Mission Biofuels India Private Ltd
Add a review FollowOverview
-
Founded Date May 22, 2010
-
Sectors Logistics
-
Posted Jobs 0
-
Viewed 11
Company Description
Airlines Concentrate On Biofuel Trials Gather Momentum
It’s bad enough for some prop airplanes to be explained as being powered by elastic band. Now the cynics could begin having a dig at industrial airplane flying on whatever from cooking oil to melted algae.

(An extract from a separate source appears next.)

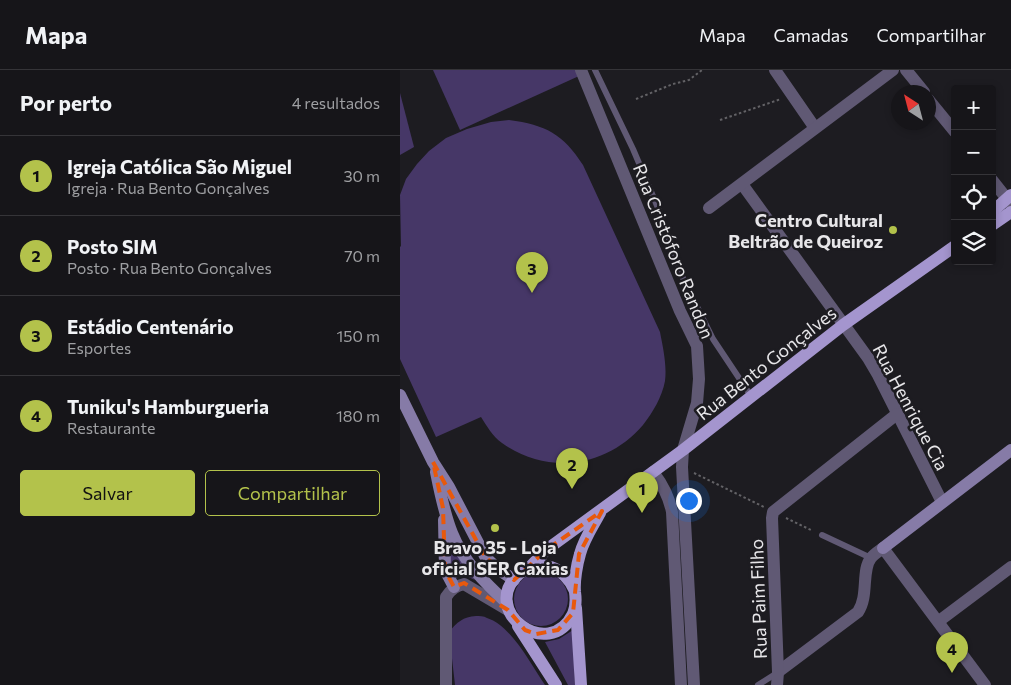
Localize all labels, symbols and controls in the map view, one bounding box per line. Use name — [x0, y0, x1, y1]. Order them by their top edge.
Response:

With the civil aviation market under increasing pressure from increasing oil costs and ecological legislation, the race is on to find practical options to standard kerosene and these up until now seem to boil down to various kinds of biofuel.
Not surprisingly, the very first trials of alternative fuel were started by British aviation pioneer, Sir Richard Branson, whose Virgin Atlantic started London to Amsterdam flights with minimal biofuel use in 2008. This was rapidly followed by Lufthansa and Air New Zealand who each used different blends of regular fuel and bio derivatives including some from made from jatropha which can grow in soil thought about too poor for growing mainstream foods.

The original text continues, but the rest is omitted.